When you copy the material below, keep every line exact and omit the pictures.

Information given:
◇ ◇ ◇ ◇ ◇

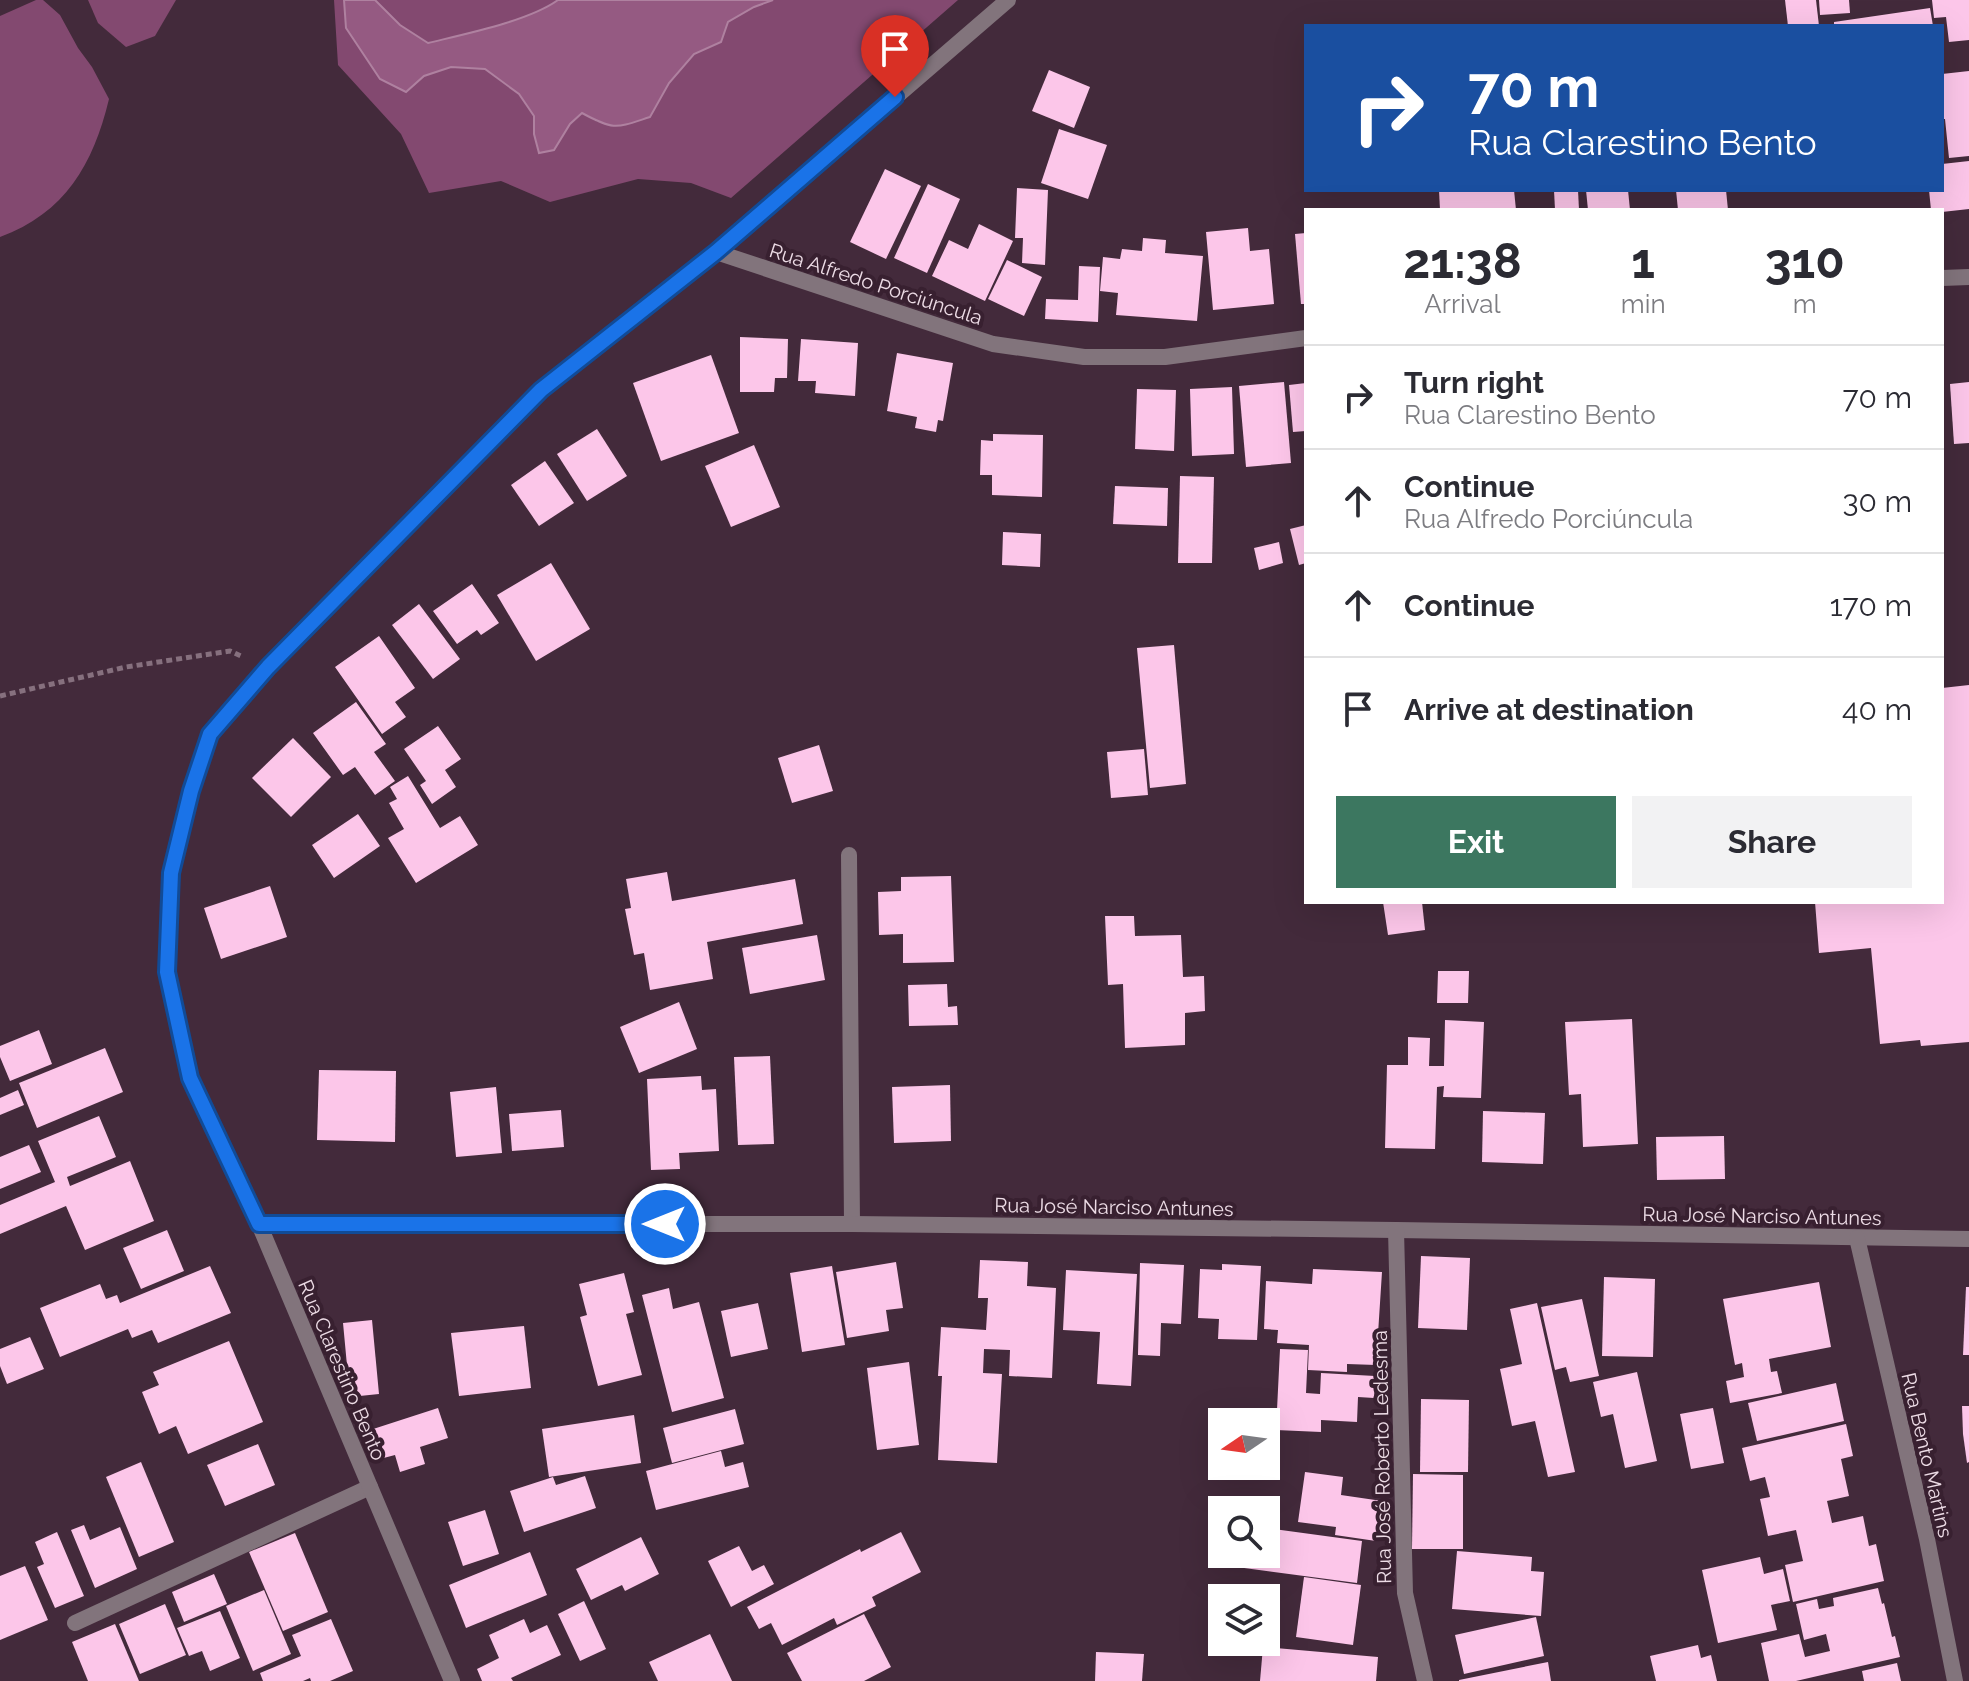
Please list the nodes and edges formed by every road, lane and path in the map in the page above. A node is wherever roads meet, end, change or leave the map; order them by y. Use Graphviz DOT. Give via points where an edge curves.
graph roads {
  1 [pos="1008,0"];
  2 [pos="716,252"];
  3 [pos="1969,277"];
  4 [pos="1944,278"];
  5 [pos="1304,338"];
  6 [pos="268,667"];
  7 [pos="0,696"];
  8 [pos="849,855"];
  9 [pos="259,1224"];
  10 [pos="852,1224"];
  11 [pos="1396,1230"];
  12 [pos="1857,1238"];
  13 [pos="1969,1239"];
  14 [pos="370,1487"];
  15 [pos="75,1623"];
  16 [pos="452,1681"];
  17 [pos="1425,1681"];
  18 [pos="1955,1681"];
  1 -- 2 [label="street"];
  2 -- 5 [label="street, Rua Alfredo Porciúncula" via="993,344 1084,357 1165,357"];
  2 -- 6 [label="street" via="541,390"];
  3 -- 4 [label="street"];
  6 -- 7 [label="path" via="230,651 126,667"];
  6 -- 9 [label="street, Rua Clarestino Bento" via="210,734 191,791 171,873 167,972 190,1078"];
  8 -- 10 [label="street"];
  9 -- 10 [label="street, Rua José Narciso Antunes"];
  9 -- 14 [label="street, Rua Clarestino Bento"];
  10 -- 11 [label="street, Rua José Narciso Antunes"];
  11 -- 12 [label="street, Rua José Narciso Antunes"];
  11 -- 17 [label="street, Rua José Roberto Ledesma" via="1405,1593"];
  12 -- 13 [label="street, Rua José Narciso Antunes"];
  12 -- 18 [label="street, Rua Bento Martins"];
  14 -- 15 [label="street"];
  14 -- 16 [label="street, Rua Clarestino Bento"];
}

◇ ◇ ◇ ◇ ◇

Result of this task:
Please list the nodes and edges formed by every road, lane and path in the map in the page above. A node is wherever roads meet, end, change or leave the map; order them by y. Use Graphviz DOT. Give via points where an edge curves.
graph roads {
  1 [pos="1008,0"];
  2 [pos="716,252"];
  3 [pos="1969,277"];
  4 [pos="1944,278"];
  5 [pos="1304,338"];
  6 [pos="268,667"];
  7 [pos="0,696"];
  8 [pos="849,855"];
  9 [pos="259,1224"];
  10 [pos="852,1224"];
  11 [pos="1396,1230"];
  12 [pos="1857,1238"];
  13 [pos="1969,1239"];
  14 [pos="370,1487"];
  15 [pos="75,1623"];
  16 [pos="452,1681"];
  17 [pos="1425,1681"];
  18 [pos="1955,1681"];
  1 -- 2 [label="street"];
  2 -- 5 [label="street, Rua Alfredo Porciúncula" via="993,344 1084,357 1165,357"];
  2 -- 6 [label="street" via="541,390"];
  3 -- 4 [label="street"];
  6 -- 7 [label="path" via="230,651 126,667"];
  6 -- 9 [label="street, Rua Clarestino Bento" via="210,734 191,791 171,873 167,972 190,1078"];
  8 -- 10 [label="street"];
  9 -- 10 [label="street, Rua José Narciso Antunes"];
  9 -- 14 [label="street, Rua Clarestino Bento"];
  10 -- 11 [label="street, Rua José Narciso Antunes"];
  11 -- 12 [label="street, Rua José Narciso Antunes"];
  11 -- 17 [label="street, Rua José Roberto Ledesma" via="1405,1593"];
  12 -- 13 [label="street, Rua José Narciso Antunes"];
  12 -- 18 [label="street, Rua Bento Martins"];
  14 -- 15 [label="street"];
  14 -- 16 [label="street, Rua Clarestino Bento"];
}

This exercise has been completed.